The task => Here, the job is to give back every entry below unchanged, omitting pictures.

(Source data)
################
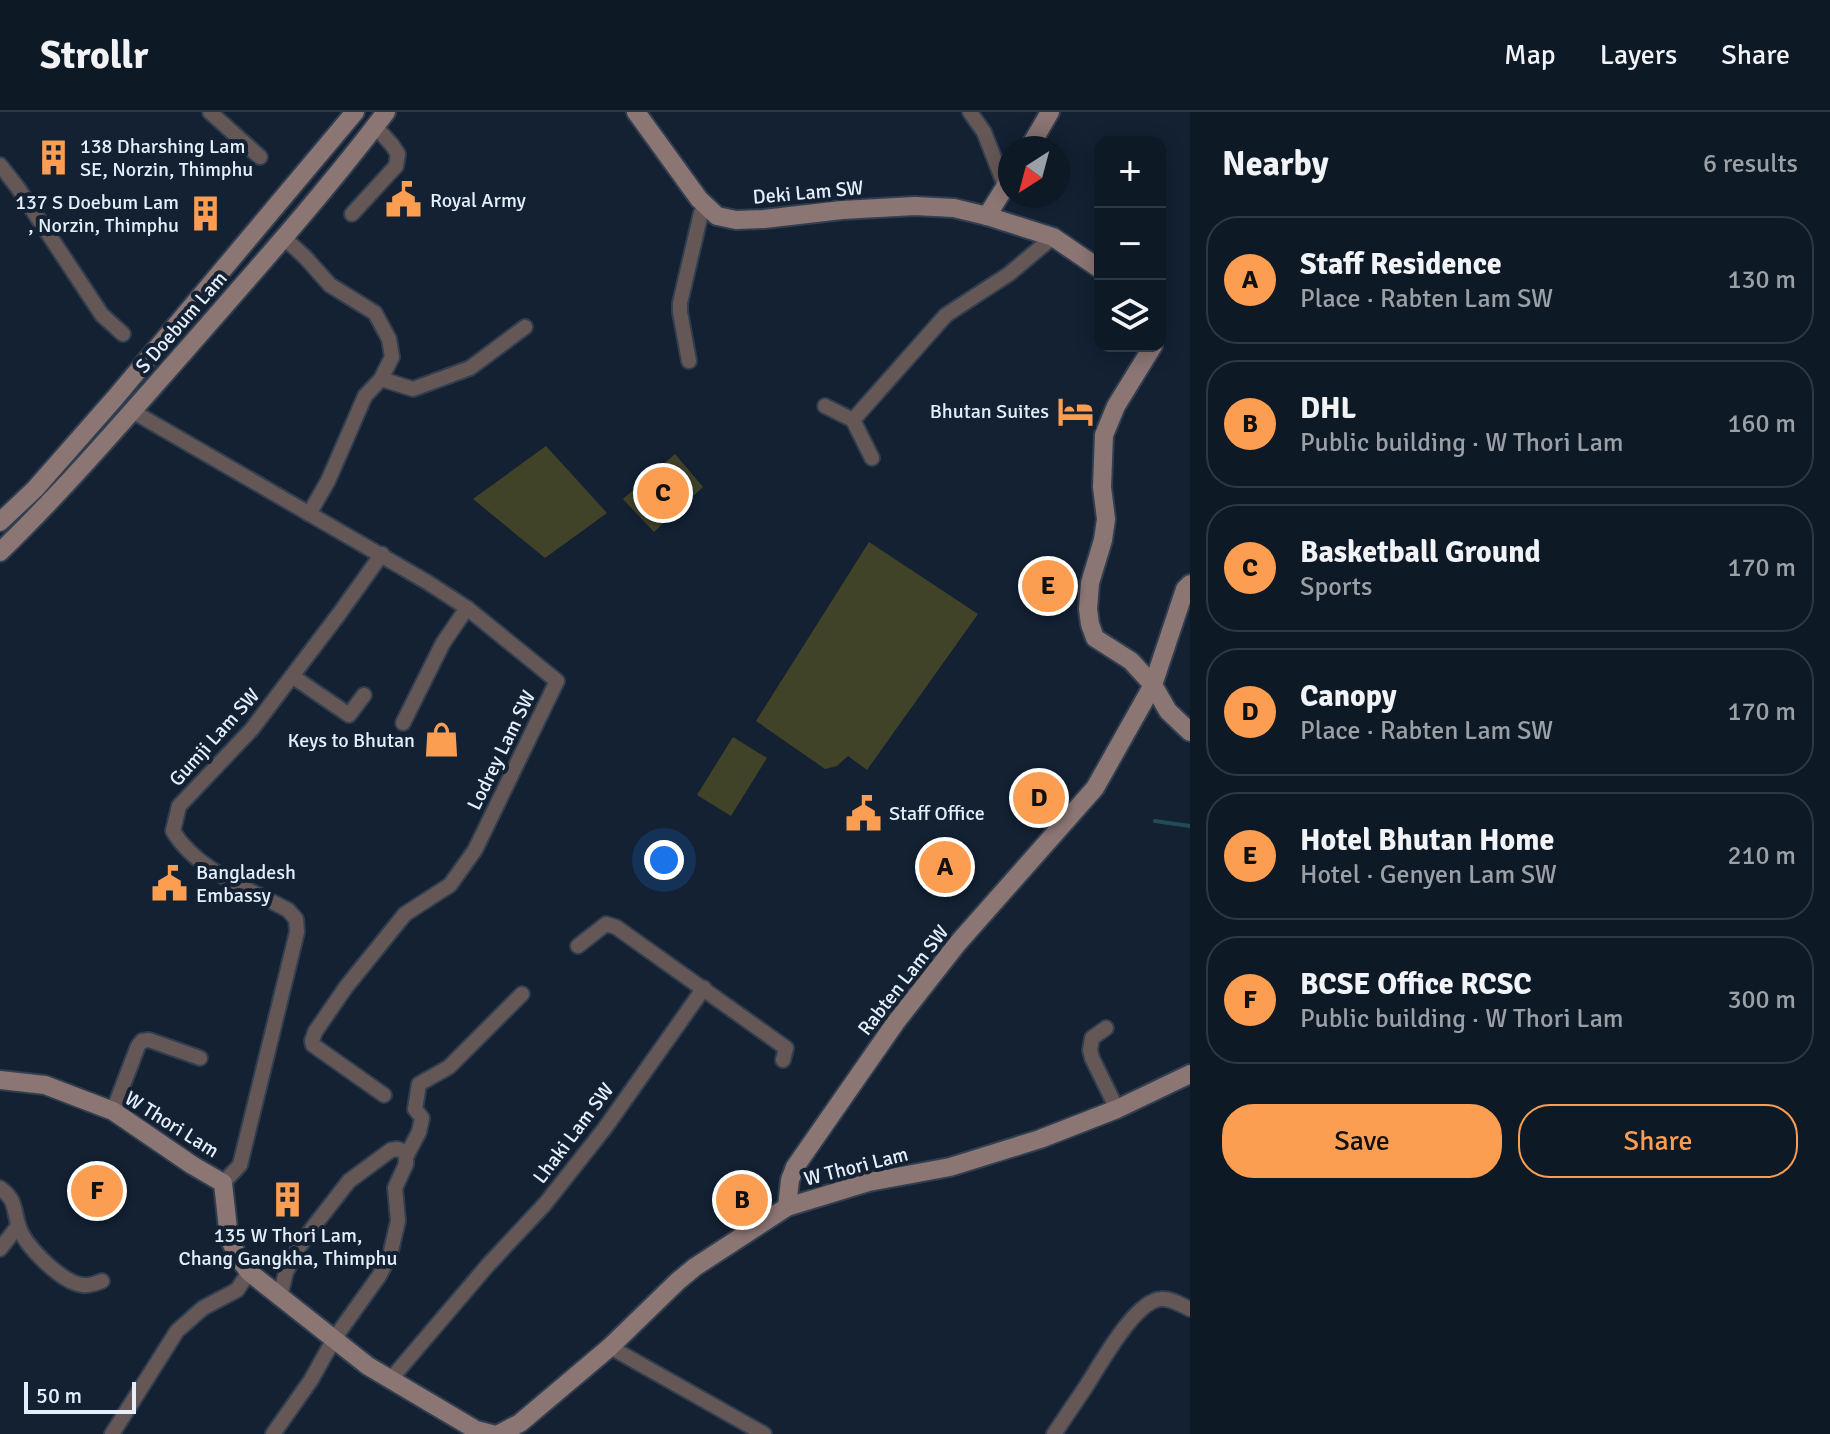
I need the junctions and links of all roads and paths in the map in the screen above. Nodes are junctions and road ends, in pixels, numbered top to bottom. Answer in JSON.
{"nodes":[{"id":1,"x":210,"y":112,"type":"edge"},
{"id":2,"x":355,"y":112,"type":"edge"},
{"id":3,"x":636,"y":112,"type":"edge"},
{"id":4,"x":970,"y":112,"type":"edge"},
{"id":5,"x":1050,"y":112,"type":"edge"},
{"id":6,"x":380,"y":119,"type":"edge"},
{"id":7,"x":1036,"y":136,"type":"edge"},
{"id":8,"x":260,"y":157,"type":"dead end"},
{"id":9,"x":998,"y":161,"type":"edge"},
{"id":10,"x":5,"y":172,"type":"edge"},
{"id":11,"x":0,"y":192,"type":"edge"},
{"id":12,"x":998,"y":198,"type":"edge"},
{"id":13,"x":706,"y":206,"type":"junction"},
{"id":14,"x":352,"y":214,"type":"dead end"},
{"id":15,"x":987,"y":216,"type":"junction"},
{"id":16,"x":283,"y":237,"type":"junction"},
{"id":17,"x":1053,"y":237,"type":"junction"},
{"id":18,"x":1094,"y":265,"type":"edge"},
{"id":19,"x":525,"y":327,"type":"dead end"},
{"id":20,"x":123,"y":334,"type":"dead end"},
{"id":21,"x":1149,"y":352,"type":"edge"},
{"id":22,"x":689,"y":361,"type":"dead end"},
{"id":23,"x":381,"y":379,"type":"junction"},
{"id":24,"x":825,"y":406,"type":"dead end"},
{"id":25,"x":132,"y":411,"type":"junction"},
{"id":26,"x":853,"y":420,"type":"junction"},
{"id":27,"x":872,"y":458,"type":"dead end"},
{"id":28,"x":309,"y":514,"type":"junction"},
{"id":29,"x":0,"y":522,"type":"edge"},
{"id":30,"x":0,"y":552,"type":"edge"},
{"id":31,"x":382,"y":554,"type":"junction"},
{"id":32,"x":1190,"y":584,"type":"edge"},
{"id":33,"x":467,"y":608,"type":"junction"},
{"id":34,"x":292,"y":676,"type":"junction"},
{"id":35,"x":1153,"y":685,"type":"junction"},
{"id":36,"x":364,"y":695,"type":"dead end"},
{"id":37,"x":403,"y":723,"type":"dead end"},
{"id":38,"x":1190,"y":732,"type":"edge"},
{"id":39,"x":578,"y":946,"type":"dead end"},
{"id":40,"x":704,"y":988,"type":"junction"},
{"id":41,"x":522,"y":994,"type":"dead end"},
{"id":42,"x":1106,"y":1028,"type":"dead end"},
{"id":43,"x":200,"y":1058,"type":"dead end"},
{"id":44,"x":783,"y":1060,"type":"dead end"},
{"id":45,"x":1190,"y":1074,"type":"edge"},
{"id":46,"x":0,"y":1080,"type":"edge"},
{"id":47,"x":384,"y":1095,"type":"dead end"},
{"id":48,"x":1117,"y":1109,"type":"junction"},
{"id":49,"x":113,"y":1111,"type":"junction"},
{"id":50,"x":407,"y":1155,"type":"junction"},
{"id":51,"x":223,"y":1183,"type":"junction"},
{"id":52,"x":0,"y":1188,"type":"edge"},
{"id":53,"x":787,"y":1207,"type":"junction"},
{"id":54,"x":18,"y":1226,"type":"junction"},
{"id":55,"x":0,"y":1249,"type":"edge"},
{"id":56,"x":249,"y":1272,"type":"junction"},
{"id":57,"x":102,"y":1281,"type":"dead end"},
{"id":58,"x":280,"y":1297,"type":"junction"},
{"id":59,"x":1190,"y":1309,"type":"edge"},
{"id":60,"x":334,"y":1339,"type":"junction"},
{"id":61,"x":610,"y":1347,"type":"junction"},
{"id":62,"x":390,"y":1380,"type":"junction"},
{"id":63,"x":112,"y":1434,"type":"edge"},
{"id":64,"x":273,"y":1434,"type":"edge"},
{"id":65,"x":492,"y":1434,"type":"edge"},
{"id":66,"x":499,"y":1434,"type":"edge"},
{"id":67,"x":764,"y":1434,"type":"edge"},
{"id":68,"x":1054,"y":1434,"type":"edge"}],
"edges":[{"from":1,"to":8,"type":"street"},
{"from":2,"to":29,"type":"main road","name":"S Doebum Lam"},
{"from":3,"to":13,"type":"main road"},
{"from":4,"to":9,"type":"street"},
{"from":5,"to":7,"type":"main road"},
{"from":6,"to":14,"type":"street"},
{"from":6,"to":16,"type":"main road","name":"S Doebum Lam"},
{"from":10,"to":11,"type":"street"},
{"from":10,"to":20,"type":"street"},
{"from":12,"to":15,"type":"main road"},
{"from":13,"to":15,"type":"main road","name":"Deki Lam SW"},
{"from":13,"to":22,"type":"street"},
{"from":15,"to":17,"type":"main road","name":"Deki Lam SW"},
{"from":16,"to":23,"type":"street"},
{"from":16,"to":25,"type":"main road","name":"S Doebum Lam"},
{"from":17,"to":18,"type":"main road","name":"Deki Lam SW"},
{"from":17,"to":26,"type":"street"},
{"from":19,"to":23,"type":"street"},
{"from":21,"to":35,"type":"main road"},
{"from":23,"to":28,"type":"street"},
{"from":24,"to":26,"type":"street"},
{"from":25,"to":28,"type":"street","name":"Lodrey Lam SW"},
{"from":25,"to":30,"type":"main road","name":"S Doebum Lam"},
{"from":26,"to":27,"type":"street"},
{"from":28,"to":31,"type":"street","name":"Lodrey Lam SW"},
{"from":31,"to":33,"type":"street","name":"Lodrey Lam SW"},
{"from":31,"to":34,"type":"street","name":"Gumji Lam SW"},
{"from":32,"to":35,"type":"main road","name":"Rabten Lam SW"},
{"from":33,"to":37,"type":"street"},
{"from":33,"to":47,"type":"street","name":"Lodrey Lam SW"},
{"from":34,"to":36,"type":"street"},
{"from":34,"to":51,"type":"street","name":"Gumji Lam SW"},
{"from":35,"to":38,"type":"main road"},
{"from":35,"to":53,"type":"main road","name":"Rabten Lam SW"},
{"from":39,"to":40,"type":"street"},
{"from":40,"to":44,"type":"street"},
{"from":40,"to":62,"type":"street","name":"Lhaki Lam SW"},
{"from":41,"to":50,"type":"street"},
{"from":42,"to":48,"type":"street"},
{"from":43,"to":49,"type":"street"},
{"from":45,"to":48,"type":"main road","name":"W Thori Lam"},
{"from":46,"to":49,"type":"main road","name":"W Thori Lam"},
{"from":48,"to":53,"type":"main road","name":"W Thori Lam"},
{"from":49,"to":51,"type":"main road","name":"W Thori Lam"},
{"from":50,"to":58,"type":"street"},
{"from":50,"to":60,"type":"street"},
{"from":51,"to":56,"type":"main road","name":"W Thori Lam"},
{"from":52,"to":54,"type":"street"},
{"from":53,"to":61,"type":"main road","name":"W Thori Lam"},
{"from":54,"to":55,"type":"street"},
{"from":54,"to":57,"type":"street"},
{"from":56,"to":58,"type":"main road","name":"W Thori Lam"},
{"from":56,"to":63,"type":"street"},
{"from":58,"to":60,"type":"main road","name":"W Thori Lam"},
{"from":59,"to":68,"type":"street"},
{"from":60,"to":62,"type":"main road","name":"W Thori Lam"},
{"from":60,"to":64,"type":"street"},
{"from":61,"to":66,"type":"main road","name":"W Thori Lam"},
{"from":61,"to":67,"type":"street"},
{"from":62,"to":65,"type":"main road","name":"W Thori Lam"}]}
################
Task output =>
I need the junctions and links of all roads and paths in the map in the screen above. Nodes are junctions and road ends, in pixels, numbered top to bottom. Answer in JSON.
{"nodes":[{"id":1,"x":210,"y":112,"type":"edge"},
{"id":2,"x":355,"y":112,"type":"edge"},
{"id":3,"x":636,"y":112,"type":"edge"},
{"id":4,"x":970,"y":112,"type":"edge"},
{"id":5,"x":1050,"y":112,"type":"edge"},
{"id":6,"x":380,"y":119,"type":"edge"},
{"id":7,"x":1036,"y":136,"type":"edge"},
{"id":8,"x":260,"y":157,"type":"dead end"},
{"id":9,"x":998,"y":161,"type":"edge"},
{"id":10,"x":5,"y":172,"type":"edge"},
{"id":11,"x":0,"y":192,"type":"edge"},
{"id":12,"x":998,"y":198,"type":"edge"},
{"id":13,"x":706,"y":206,"type":"junction"},
{"id":14,"x":352,"y":214,"type":"dead end"},
{"id":15,"x":987,"y":216,"type":"junction"},
{"id":16,"x":283,"y":237,"type":"junction"},
{"id":17,"x":1053,"y":237,"type":"junction"},
{"id":18,"x":1094,"y":265,"type":"edge"},
{"id":19,"x":525,"y":327,"type":"dead end"},
{"id":20,"x":123,"y":334,"type":"dead end"},
{"id":21,"x":1149,"y":352,"type":"edge"},
{"id":22,"x":689,"y":361,"type":"dead end"},
{"id":23,"x":381,"y":379,"type":"junction"},
{"id":24,"x":825,"y":406,"type":"dead end"},
{"id":25,"x":132,"y":411,"type":"junction"},
{"id":26,"x":853,"y":420,"type":"junction"},
{"id":27,"x":872,"y":458,"type":"dead end"},
{"id":28,"x":309,"y":514,"type":"junction"},
{"id":29,"x":0,"y":522,"type":"edge"},
{"id":30,"x":0,"y":552,"type":"edge"},
{"id":31,"x":382,"y":554,"type":"junction"},
{"id":32,"x":1190,"y":584,"type":"edge"},
{"id":33,"x":467,"y":608,"type":"junction"},
{"id":34,"x":292,"y":676,"type":"junction"},
{"id":35,"x":1153,"y":685,"type":"junction"},
{"id":36,"x":364,"y":695,"type":"dead end"},
{"id":37,"x":403,"y":723,"type":"dead end"},
{"id":38,"x":1190,"y":732,"type":"edge"},
{"id":39,"x":578,"y":946,"type":"dead end"},
{"id":40,"x":704,"y":988,"type":"junction"},
{"id":41,"x":522,"y":994,"type":"dead end"},
{"id":42,"x":1106,"y":1028,"type":"dead end"},
{"id":43,"x":200,"y":1058,"type":"dead end"},
{"id":44,"x":783,"y":1060,"type":"dead end"},
{"id":45,"x":1190,"y":1074,"type":"edge"},
{"id":46,"x":0,"y":1080,"type":"edge"},
{"id":47,"x":384,"y":1095,"type":"dead end"},
{"id":48,"x":1117,"y":1109,"type":"junction"},
{"id":49,"x":113,"y":1111,"type":"junction"},
{"id":50,"x":407,"y":1155,"type":"junction"},
{"id":51,"x":223,"y":1183,"type":"junction"},
{"id":52,"x":0,"y":1188,"type":"edge"},
{"id":53,"x":787,"y":1207,"type":"junction"},
{"id":54,"x":18,"y":1226,"type":"junction"},
{"id":55,"x":0,"y":1249,"type":"edge"},
{"id":56,"x":249,"y":1272,"type":"junction"},
{"id":57,"x":102,"y":1281,"type":"dead end"},
{"id":58,"x":280,"y":1297,"type":"junction"},
{"id":59,"x":1190,"y":1309,"type":"edge"},
{"id":60,"x":334,"y":1339,"type":"junction"},
{"id":61,"x":610,"y":1347,"type":"junction"},
{"id":62,"x":390,"y":1380,"type":"junction"},
{"id":63,"x":112,"y":1434,"type":"edge"},
{"id":64,"x":273,"y":1434,"type":"edge"},
{"id":65,"x":492,"y":1434,"type":"edge"},
{"id":66,"x":499,"y":1434,"type":"edge"},
{"id":67,"x":764,"y":1434,"type":"edge"},
{"id":68,"x":1054,"y":1434,"type":"edge"}],
"edges":[{"from":1,"to":8,"type":"street"},
{"from":2,"to":29,"type":"main road","name":"S Doebum Lam"},
{"from":3,"to":13,"type":"main road"},
{"from":4,"to":9,"type":"street"},
{"from":5,"to":7,"type":"main road"},
{"from":6,"to":14,"type":"street"},
{"from":6,"to":16,"type":"main road","name":"S Doebum Lam"},
{"from":10,"to":11,"type":"street"},
{"from":10,"to":20,"type":"street"},
{"from":12,"to":15,"type":"main road"},
{"from":13,"to":15,"type":"main road","name":"Deki Lam SW"},
{"from":13,"to":22,"type":"street"},
{"from":15,"to":17,"type":"main road","name":"Deki Lam SW"},
{"from":16,"to":23,"type":"street"},
{"from":16,"to":25,"type":"main road","name":"S Doebum Lam"},
{"from":17,"to":18,"type":"main road","name":"Deki Lam SW"},
{"from":17,"to":26,"type":"street"},
{"from":19,"to":23,"type":"street"},
{"from":21,"to":35,"type":"main road"},
{"from":23,"to":28,"type":"street"},
{"from":24,"to":26,"type":"street"},
{"from":25,"to":28,"type":"street","name":"Lodrey Lam SW"},
{"from":25,"to":30,"type":"main road","name":"S Doebum Lam"},
{"from":26,"to":27,"type":"street"},
{"from":28,"to":31,"type":"street","name":"Lodrey Lam SW"},
{"from":31,"to":33,"type":"street","name":"Lodrey Lam SW"},
{"from":31,"to":34,"type":"street","name":"Gumji Lam SW"},
{"from":32,"to":35,"type":"main road","name":"Rabten Lam SW"},
{"from":33,"to":37,"type":"street"},
{"from":33,"to":47,"type":"street","name":"Lodrey Lam SW"},
{"from":34,"to":36,"type":"street"},
{"from":34,"to":51,"type":"street","name":"Gumji Lam SW"},
{"from":35,"to":38,"type":"main road"},
{"from":35,"to":53,"type":"main road","name":"Rabten Lam SW"},
{"from":39,"to":40,"type":"street"},
{"from":40,"to":44,"type":"street"},
{"from":40,"to":62,"type":"street","name":"Lhaki Lam SW"},
{"from":41,"to":50,"type":"street"},
{"from":42,"to":48,"type":"street"},
{"from":43,"to":49,"type":"street"},
{"from":45,"to":48,"type":"main road","name":"W Thori Lam"},
{"from":46,"to":49,"type":"main road","name":"W Thori Lam"},
{"from":48,"to":53,"type":"main road","name":"W Thori Lam"},
{"from":49,"to":51,"type":"main road","name":"W Thori Lam"},
{"from":50,"to":58,"type":"street"},
{"from":50,"to":60,"type":"street"},
{"from":51,"to":56,"type":"main road","name":"W Thori Lam"},
{"from":52,"to":54,"type":"street"},
{"from":53,"to":61,"type":"main road","name":"W Thori Lam"},
{"from":54,"to":55,"type":"street"},
{"from":54,"to":57,"type":"street"},
{"from":56,"to":58,"type":"main road","name":"W Thori Lam"},
{"from":56,"to":63,"type":"street"},
{"from":58,"to":60,"type":"main road","name":"W Thori Lam"},
{"from":59,"to":68,"type":"street"},
{"from":60,"to":62,"type":"main road","name":"W Thori Lam"},
{"from":60,"to":64,"type":"street"},
{"from":61,"to":66,"type":"main road","name":"W Thori Lam"},
{"from":61,"to":67,"type":"street"},
{"from":62,"to":65,"type":"main road","name":"W Thori Lam"}]}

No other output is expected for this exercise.